REQUIREMENT: In the entries that follow, identify the line containing "ring mcp: (283, 157)" and return it together with all later lines, exactly as they appear.

People photos with keypoints
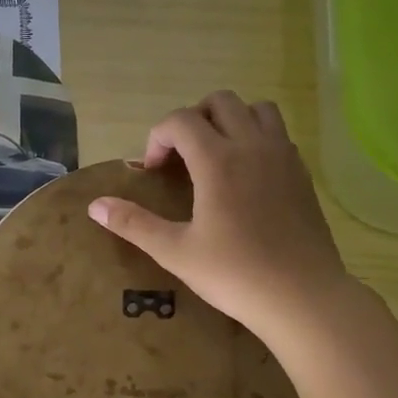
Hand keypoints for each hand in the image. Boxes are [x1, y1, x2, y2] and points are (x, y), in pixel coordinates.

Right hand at [87, 92, 350, 343]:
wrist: (301, 295)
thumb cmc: (233, 274)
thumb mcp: (174, 252)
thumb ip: (133, 223)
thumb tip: (95, 205)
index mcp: (218, 160)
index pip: (181, 120)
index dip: (158, 138)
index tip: (152, 172)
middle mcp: (253, 146)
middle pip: (220, 102)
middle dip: (192, 120)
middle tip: (179, 158)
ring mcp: (283, 157)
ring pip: (257, 109)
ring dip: (229, 121)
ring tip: (213, 157)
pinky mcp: (302, 173)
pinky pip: (277, 134)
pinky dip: (255, 139)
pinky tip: (244, 178)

RESULT:
ring mcp: (283, 157)
ring pip: (257, 109)
ring dip: (229, 121)
ring tip: (213, 157)
pinky mcp: (302, 173)
pinky pip: (277, 134)
pinky dip: (255, 139)
pinky tip: (244, 178)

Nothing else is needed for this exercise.